The cold feeling of the floor against my body was the first thing I felt as I slowly opened my eyes. Everywhere was pitch dark, and it took a moment for my eyes to adjust to the darkness finally.

The floor was cold against my skin, and I tried to move; that was when I felt the cold feeling of chains against my skin. I was tied in a dungeon like a criminal.

I could feel my anger rising again as memories of earlier started to hit me. My neck was still a bit sore from all the choking that demon had done, but knowing we were no longer mates made me happy. I rejected him and was ready to pay for whatever the consequences were.

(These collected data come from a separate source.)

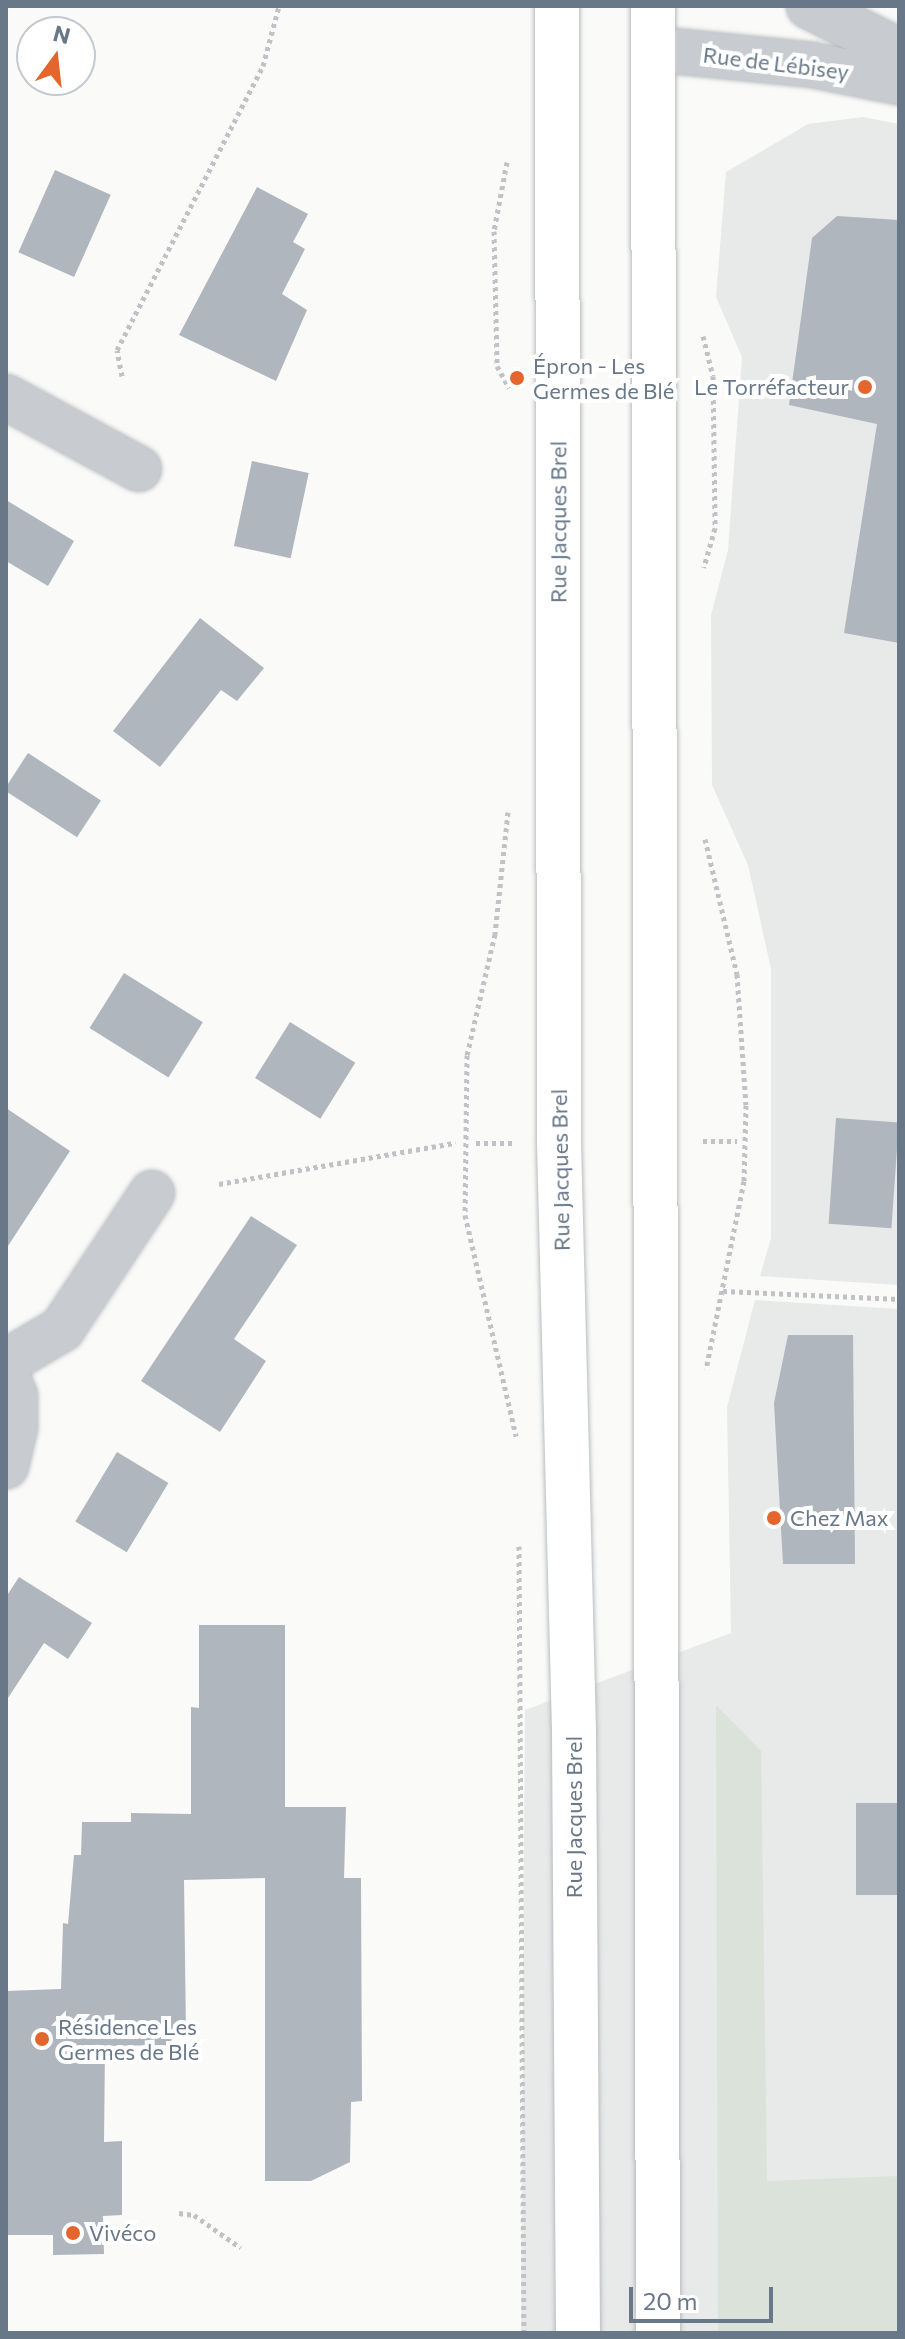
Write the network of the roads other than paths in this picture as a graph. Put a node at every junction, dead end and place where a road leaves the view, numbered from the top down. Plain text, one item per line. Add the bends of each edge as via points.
1 (557, 6) edge
2 (653, 6) edge
3 (809, 6) edge
4 (653, 49) junction
5 (899, 51) edge
6 (899, 82) edge
7 (6, 397) edge
8 (139, 469) dead end
9 (152, 1193) dead end
10 (6, 1362) edge
11 (6, 1373) edge
12 (6, 1466) edge
13 (578, 2333) edge
14 (658, 2333) edge

1 - 13 main road, Rue Jacques Brel via 559,1142 574,1732
2 - 4 main road
3 - 5 street, Rue de Lébisey
4 - 6 street, Rue de Lébisey via 812,65
4 - 14 main road
7 - 8 street
9 - 10 street via 62,1329
11 - 12 street via 15,1396 15,1427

Lila whined in my head, and I chose to ignore her. If she refused to see my point for not wanting to mate with a criminal, I would miss her until she realized I was doing this for both of us.

“He’s not that bad of a man, Vesta. You need to give him a chance,” she whined, and I cackled. Like a witch, I knew Lila was speaking from a wolf’s point of view, but it doesn’t make it any funnier.

“This man killed my parents. He’s the reason for the truckload of nightmares, and he’s the reason I would never be tied to a man. We aren’t getting mated to him as long as I’m in control here, and you better get used to it,” I deadpanned, and I felt her go quiet.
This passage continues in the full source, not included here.